Şenol Hocam, sağ olsun, bizim sorularımızı da büyük ölçüde sormuş oldu; tekrara düşmeyelim.

Suça sürüklenen çocuklarla alakalı verileri verirken yani olumlu bir şeyden bahsettiniz "yıllar bazında azalıyor" diye ama istismara uğrayan çocukların yani ifade alınanlar kategorisinde geçtiği için bunların istismara uğramış olduğunu var sayıyoruz. Yani kategori olarak onu söylemiş oluyor. Orada ciddi bir artış oluyor yıllar bazında. Bazı yıllar 3'e katlanıyor, bazı yıllar 1,5, işte bazı yıllar 2 katına çıkıyor. Yani yılda ortalama baktığınızda 30 bin civarında çocuğumuzun -ki bu ÇİM'lerdekiler değil yani sadece sizin merkezlerinizde ifadesi alınan çocuklar- bir şekilde istismara uğradığını görüyoruz. ÇİM'lerdeki sayıyı bilmiyoruz, sorduk ama orada cevap alamamıştık Bakanlığımızdan. Bu çok ciddi bir sayı ve burada olumlu bir gidişat da henüz yakalanmamış diyelim.

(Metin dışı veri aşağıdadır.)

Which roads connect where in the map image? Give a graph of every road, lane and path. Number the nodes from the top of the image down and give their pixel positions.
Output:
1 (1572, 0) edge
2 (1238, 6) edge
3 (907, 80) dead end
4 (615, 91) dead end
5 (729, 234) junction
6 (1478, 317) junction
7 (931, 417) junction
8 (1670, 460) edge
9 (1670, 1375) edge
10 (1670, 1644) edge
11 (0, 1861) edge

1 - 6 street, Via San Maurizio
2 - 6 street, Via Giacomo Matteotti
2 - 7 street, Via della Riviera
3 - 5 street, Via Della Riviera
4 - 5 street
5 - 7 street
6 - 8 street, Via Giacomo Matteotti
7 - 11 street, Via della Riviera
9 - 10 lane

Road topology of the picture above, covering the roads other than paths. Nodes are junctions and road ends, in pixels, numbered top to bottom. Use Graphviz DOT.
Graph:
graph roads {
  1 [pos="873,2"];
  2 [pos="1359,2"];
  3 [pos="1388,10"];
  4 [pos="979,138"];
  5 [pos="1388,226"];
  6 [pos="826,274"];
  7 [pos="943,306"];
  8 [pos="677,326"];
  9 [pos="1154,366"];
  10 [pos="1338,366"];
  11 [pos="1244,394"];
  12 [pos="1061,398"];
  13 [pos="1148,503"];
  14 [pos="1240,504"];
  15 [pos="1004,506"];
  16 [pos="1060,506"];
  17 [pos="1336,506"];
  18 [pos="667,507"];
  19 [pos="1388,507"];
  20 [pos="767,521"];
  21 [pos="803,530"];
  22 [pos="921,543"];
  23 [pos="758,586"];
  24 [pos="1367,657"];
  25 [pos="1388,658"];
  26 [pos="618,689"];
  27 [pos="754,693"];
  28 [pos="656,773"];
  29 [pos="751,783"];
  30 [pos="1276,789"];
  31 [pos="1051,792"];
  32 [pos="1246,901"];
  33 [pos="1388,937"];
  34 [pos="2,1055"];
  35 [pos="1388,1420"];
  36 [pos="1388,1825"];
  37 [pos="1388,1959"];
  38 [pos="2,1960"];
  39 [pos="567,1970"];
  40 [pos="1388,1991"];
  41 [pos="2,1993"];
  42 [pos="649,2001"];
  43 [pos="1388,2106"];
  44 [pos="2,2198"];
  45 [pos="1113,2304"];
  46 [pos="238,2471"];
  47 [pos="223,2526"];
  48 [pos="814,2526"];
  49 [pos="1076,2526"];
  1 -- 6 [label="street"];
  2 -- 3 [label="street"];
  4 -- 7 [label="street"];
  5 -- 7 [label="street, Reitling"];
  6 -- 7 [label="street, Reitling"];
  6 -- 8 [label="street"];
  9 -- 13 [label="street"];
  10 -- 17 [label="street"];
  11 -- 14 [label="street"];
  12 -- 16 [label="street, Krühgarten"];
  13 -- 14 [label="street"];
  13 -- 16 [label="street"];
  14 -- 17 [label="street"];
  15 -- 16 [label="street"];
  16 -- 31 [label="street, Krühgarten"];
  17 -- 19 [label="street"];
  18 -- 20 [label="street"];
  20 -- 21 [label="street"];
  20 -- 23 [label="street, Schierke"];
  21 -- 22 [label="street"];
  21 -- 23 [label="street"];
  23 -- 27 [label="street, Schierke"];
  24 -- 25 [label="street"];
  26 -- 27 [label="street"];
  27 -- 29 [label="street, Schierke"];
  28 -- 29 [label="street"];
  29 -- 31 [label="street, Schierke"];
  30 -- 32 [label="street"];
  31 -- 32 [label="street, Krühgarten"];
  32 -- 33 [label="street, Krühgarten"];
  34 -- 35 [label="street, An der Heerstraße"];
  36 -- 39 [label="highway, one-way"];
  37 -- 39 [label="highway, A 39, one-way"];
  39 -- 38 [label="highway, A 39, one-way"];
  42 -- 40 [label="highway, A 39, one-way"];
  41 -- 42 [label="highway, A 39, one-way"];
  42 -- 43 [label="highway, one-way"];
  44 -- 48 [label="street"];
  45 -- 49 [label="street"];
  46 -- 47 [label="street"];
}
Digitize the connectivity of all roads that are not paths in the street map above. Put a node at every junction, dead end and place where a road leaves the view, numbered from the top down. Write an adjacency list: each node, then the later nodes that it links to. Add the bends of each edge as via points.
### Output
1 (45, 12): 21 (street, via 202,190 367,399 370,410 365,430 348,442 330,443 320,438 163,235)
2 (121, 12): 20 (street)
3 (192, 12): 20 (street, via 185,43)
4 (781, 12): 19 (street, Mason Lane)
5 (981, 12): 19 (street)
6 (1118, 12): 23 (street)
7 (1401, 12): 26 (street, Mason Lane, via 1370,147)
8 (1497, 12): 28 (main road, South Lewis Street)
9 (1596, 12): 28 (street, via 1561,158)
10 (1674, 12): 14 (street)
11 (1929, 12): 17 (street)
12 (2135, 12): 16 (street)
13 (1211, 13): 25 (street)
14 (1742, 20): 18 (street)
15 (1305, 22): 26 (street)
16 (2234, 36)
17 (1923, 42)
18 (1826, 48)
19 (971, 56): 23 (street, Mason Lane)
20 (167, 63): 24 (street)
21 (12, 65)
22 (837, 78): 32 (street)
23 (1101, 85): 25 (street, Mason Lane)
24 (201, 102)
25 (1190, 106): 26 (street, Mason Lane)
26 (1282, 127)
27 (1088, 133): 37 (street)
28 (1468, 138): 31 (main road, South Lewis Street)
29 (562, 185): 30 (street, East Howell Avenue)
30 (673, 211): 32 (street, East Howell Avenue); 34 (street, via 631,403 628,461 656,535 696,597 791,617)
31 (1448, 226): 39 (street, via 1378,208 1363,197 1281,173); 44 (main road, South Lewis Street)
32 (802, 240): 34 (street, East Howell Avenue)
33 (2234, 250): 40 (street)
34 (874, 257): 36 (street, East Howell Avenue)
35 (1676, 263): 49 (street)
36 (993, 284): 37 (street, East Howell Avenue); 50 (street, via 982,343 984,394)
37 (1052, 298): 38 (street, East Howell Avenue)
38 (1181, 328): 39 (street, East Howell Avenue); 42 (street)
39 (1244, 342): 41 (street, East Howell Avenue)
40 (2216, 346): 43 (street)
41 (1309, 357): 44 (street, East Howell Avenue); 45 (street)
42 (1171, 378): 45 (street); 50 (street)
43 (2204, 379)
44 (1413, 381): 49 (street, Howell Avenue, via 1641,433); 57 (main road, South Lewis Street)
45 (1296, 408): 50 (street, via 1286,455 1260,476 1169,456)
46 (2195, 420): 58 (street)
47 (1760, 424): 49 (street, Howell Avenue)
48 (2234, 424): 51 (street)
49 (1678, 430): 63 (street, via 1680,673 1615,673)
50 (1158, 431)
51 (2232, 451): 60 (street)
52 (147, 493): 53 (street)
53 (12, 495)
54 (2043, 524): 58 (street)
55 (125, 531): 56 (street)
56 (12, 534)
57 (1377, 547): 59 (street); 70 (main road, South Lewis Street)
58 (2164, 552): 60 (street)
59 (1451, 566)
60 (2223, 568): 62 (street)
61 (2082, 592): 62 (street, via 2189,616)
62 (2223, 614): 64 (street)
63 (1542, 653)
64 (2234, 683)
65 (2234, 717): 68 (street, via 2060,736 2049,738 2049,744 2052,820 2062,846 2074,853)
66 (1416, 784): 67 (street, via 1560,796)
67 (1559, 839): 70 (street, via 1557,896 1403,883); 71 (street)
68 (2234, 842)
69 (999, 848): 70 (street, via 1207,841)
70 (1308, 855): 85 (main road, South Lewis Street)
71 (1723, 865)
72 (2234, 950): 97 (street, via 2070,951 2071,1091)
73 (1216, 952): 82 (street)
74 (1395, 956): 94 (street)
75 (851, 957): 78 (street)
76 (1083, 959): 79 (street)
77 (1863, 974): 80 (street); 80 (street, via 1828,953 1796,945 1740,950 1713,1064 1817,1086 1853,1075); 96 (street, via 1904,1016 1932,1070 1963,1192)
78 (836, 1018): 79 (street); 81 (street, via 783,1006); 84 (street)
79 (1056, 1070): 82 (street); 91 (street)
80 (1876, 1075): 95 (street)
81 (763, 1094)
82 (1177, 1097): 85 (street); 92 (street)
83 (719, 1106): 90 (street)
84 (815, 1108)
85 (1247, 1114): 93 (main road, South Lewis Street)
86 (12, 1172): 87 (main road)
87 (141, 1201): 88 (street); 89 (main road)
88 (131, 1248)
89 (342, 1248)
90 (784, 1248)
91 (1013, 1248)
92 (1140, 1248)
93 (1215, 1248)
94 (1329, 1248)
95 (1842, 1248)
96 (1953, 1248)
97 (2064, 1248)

Şimdi, burada Sayın Başkanımızın açılış konuşmasında belirttiği gibi, evet, siz bir önleyici politika uygulayacak bir Bakanlık değilsiniz. Sizin tek politikanız caydırıcılık yani vereceğiniz cezalarla bu konuda, özellikle istismar konusundaki caydırıcılık fonksiyonunuz. Bu, bence zaten en değerli fonksiyon.

Şimdi, hepimizin, burada bütün milletvekillerinin mutlaka şehirlerinde tanık olduğu hadiseler vardır istismar konusunda ve hakikaten anlatıldığı gibi olmuyor yaşadıklarımız.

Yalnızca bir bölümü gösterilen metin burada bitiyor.